Die Sozialdemokraten haben sich noch nicht auf einen Spitzenkandidat geeinigt. Außenminister Jean Asselborn hat sich bisher aus der Geheimdienstaffäre herausgehalten und auf das Internationale spezialisiert.
Lange war das auch Junckers Strategie, im Rückblick wahrscheinlich zu lange. Als Chef der Eurogruppe inszenierte sich Juncker als unermüdlicher Retter der Eurozone. Dabei kam ihm sein Kommunikationstalent zupass und sein schneller Verstand. Insider in Brüssel bestätigen ihm, dass er seinem Nachfolger Jeroen Dijsselbloem intellektuell überlegen ist. Juncker, der den Euro selbst mit begründet hat, wirkte in den vergangenen Jahren allerdings immer wieder genervt von seiner europäischen Aufgabe und verwirrte die Märkte mit kryptischen Aussagen. In den vergangenen Monaten hat er sich in seiner Partei isoliert, heißt es in Luxemburg, hat kaum noch Vertraute.
Ein Land im Umbruch
Die Luxemburger Zeitung „Wort“ schrieb gestern in einem Leitartikel schon von einem Land „im Umbruch“. Noch ist nicht klar, ob mit den Wahlen im Herbst tatsächlich die Ära Juncker zu Ende geht. Eine neue Zeit könnte insofern anbrechen, als dass der alte Regierungsstil Junckers passé sein wird. Juncker kokettierte früher gerne damit, dass er Luxemburg an einem Tag in der Woche regierte.
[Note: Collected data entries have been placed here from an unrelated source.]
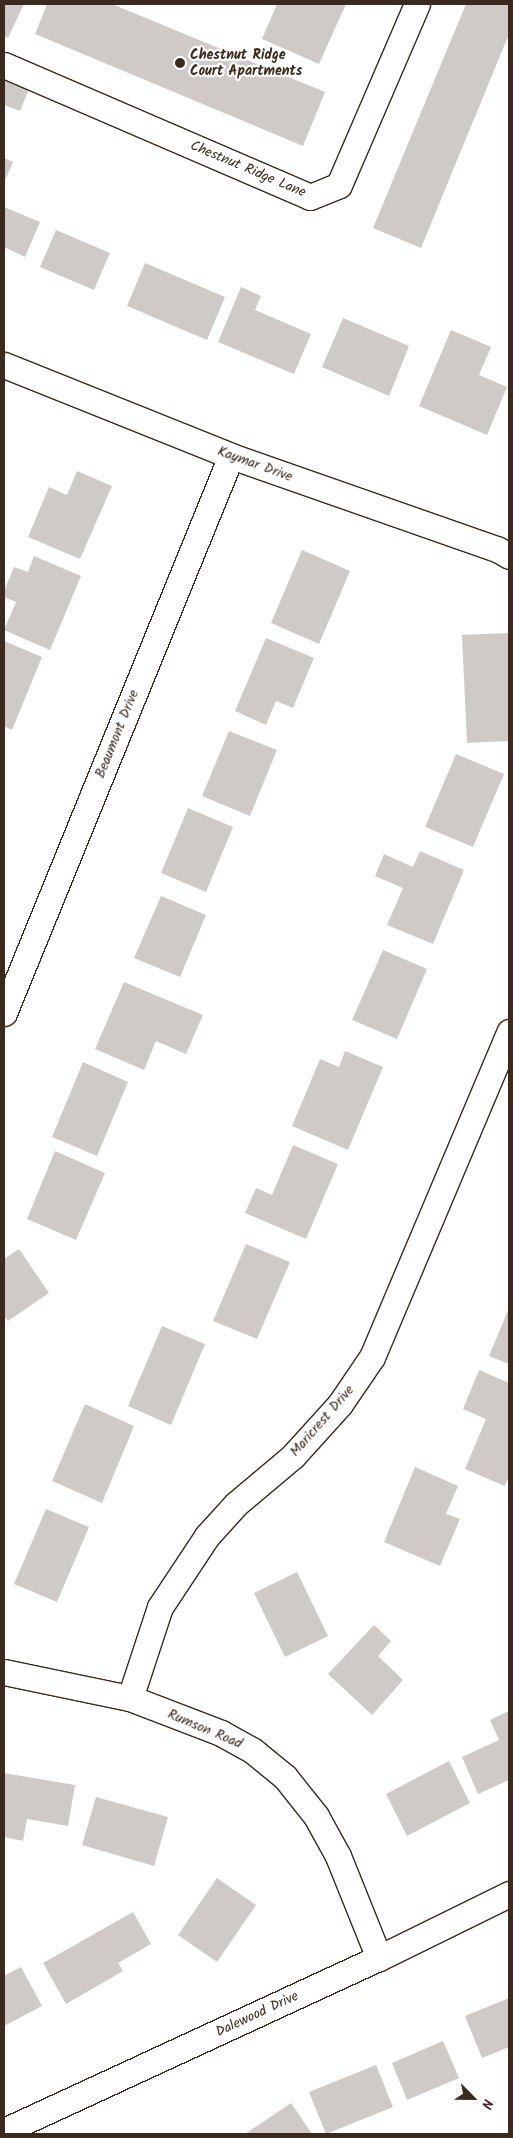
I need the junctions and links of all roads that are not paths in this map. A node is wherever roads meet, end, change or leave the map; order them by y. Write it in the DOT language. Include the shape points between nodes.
graph roads {
  1 [pos="417,4"];
  2 [pos="4,65"];
  3 [pos="4,364"];
  4 [pos="231,456"];
  5 [pos="509,556"];
  6 [pos="4,1013"];
  7 [pos="509,1032"];
  8 [pos="4,1672"];
  9 [pos="130,1698"];
  10 [pos="509,1894"];
  11 [pos="380,1958"];
  12 [pos="4,2131"];
  1 -- 2 [label="street, Chestnut Ridge Lane" via="339,185 310,197"];
  3 -- 4 [label="street, Kaymar Drive"];
  4 -- 5 [label="street, Kaymar Drive"];
  4 -- 6 [label="street, Beaumont Drive"];
  7 -- 9 [label="street, Maricrest Drive" via="372,1358 340,1404 293,1456 236,1504 207,1536 160,1607"];
  8 -- 9 [label="street, Rumson Road"];
  9 -- 11 [label="street, Rumson Road" via="221,1733 252,1750 285,1777 316,1816 338,1856"];
  10 -- 11 [label="street, Dalewood Drive"];
  11 -- 12 [label="street, Dalewood Drive"];
}
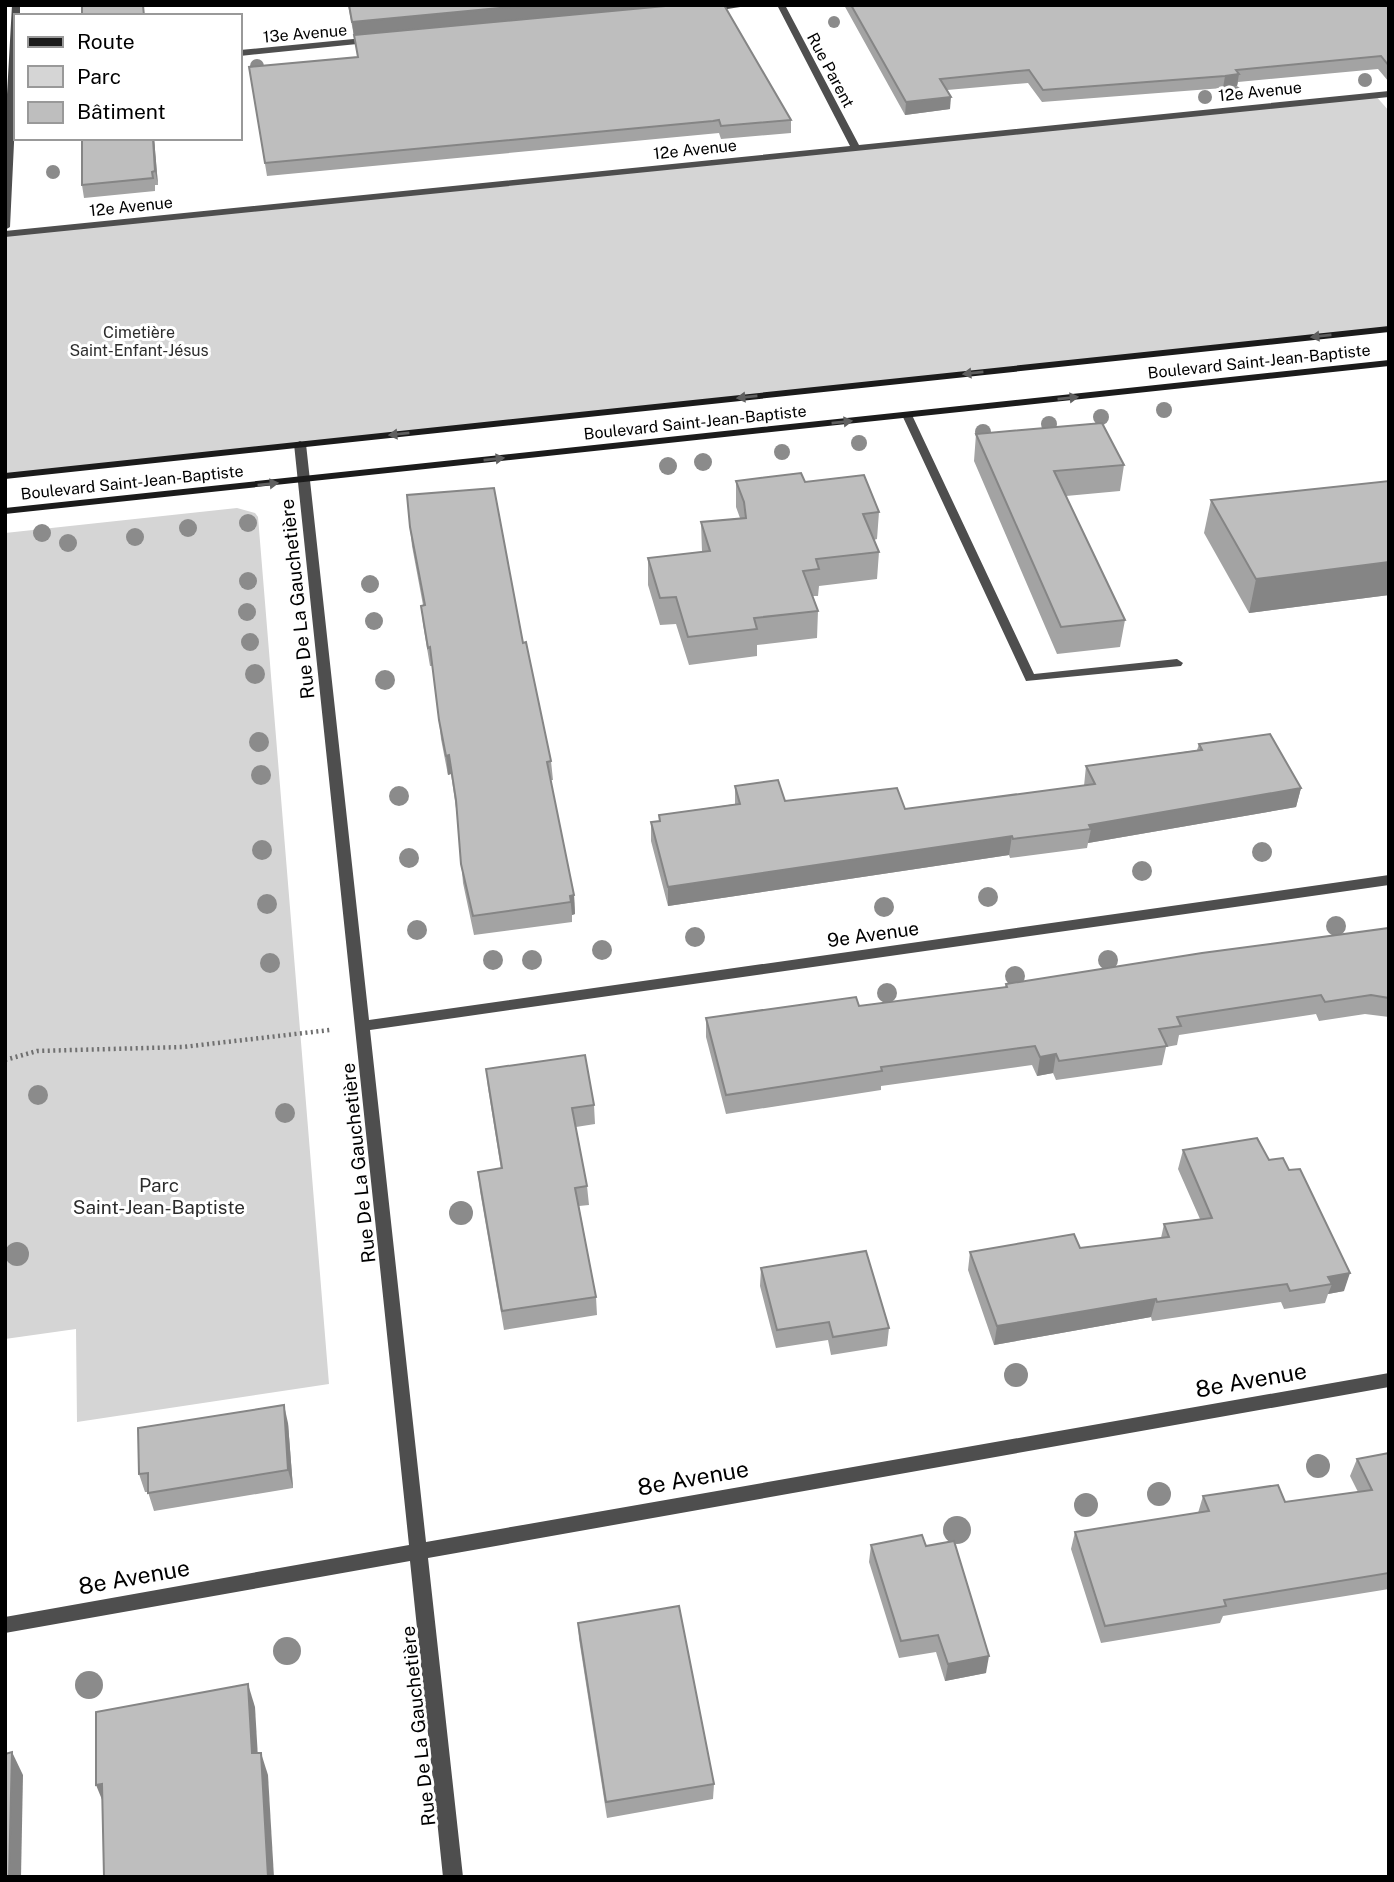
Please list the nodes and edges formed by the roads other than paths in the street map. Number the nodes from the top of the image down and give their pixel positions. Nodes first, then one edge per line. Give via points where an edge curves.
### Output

Der nächste Regierungschef wird sich intensiv mit Luxemburgs Wirtschaft beschäftigen müssen, denn die ist kein Selbstläufer mehr.
Luxemburg lebte lange sehr gut von den Banken, doch das könnte sich ändern, denn die EU dringt immer mehr auf eine Angleichung der Finanzregulierung in den Mitgliedsstaaten. Sonderregelungen beim Bankgeheimnis wird es nicht mehr lange geben.
Juncker gelang es außerdem, Unternehmen mit attraktiven Steuersätzen ins Land zu locken. Diese Praxis stösst in der EU vermehrt auf Kritik und könnte sich Auslaufmodell erweisen.
In ihrer Frühjahrsprognose wies die EU-Kommission darauf hin, dass Luxemburgs Wachstumsaussichten leiden könnten, wenn es dem Land nicht gelingt, Industrie im Land zu halten. 2012 brach die Industrieproduktion um fünf Prozent ein und lag somit um zehn Prozent unter ihrem langfristigen Mittelwert, was mit der Schließung von Stahlwerken zu tun hatte.
Mehr Arbeitslose
Die Arbeitslosenquote liegt in Luxemburg im europäischen Vergleich mit 5,1 Prozent (Stand 2012) immer noch sehr niedrig. Allerdings zeigt die Tendenz deutlich nach oben. Für dieses Jahr erwartet die EU-Kommission einen Anstieg auf 5,5 Prozent für das kommende auf 5,8 Prozent.
Luxemburg wird sich in Zukunft von den Problemen rundherum nicht mehr abschotten können.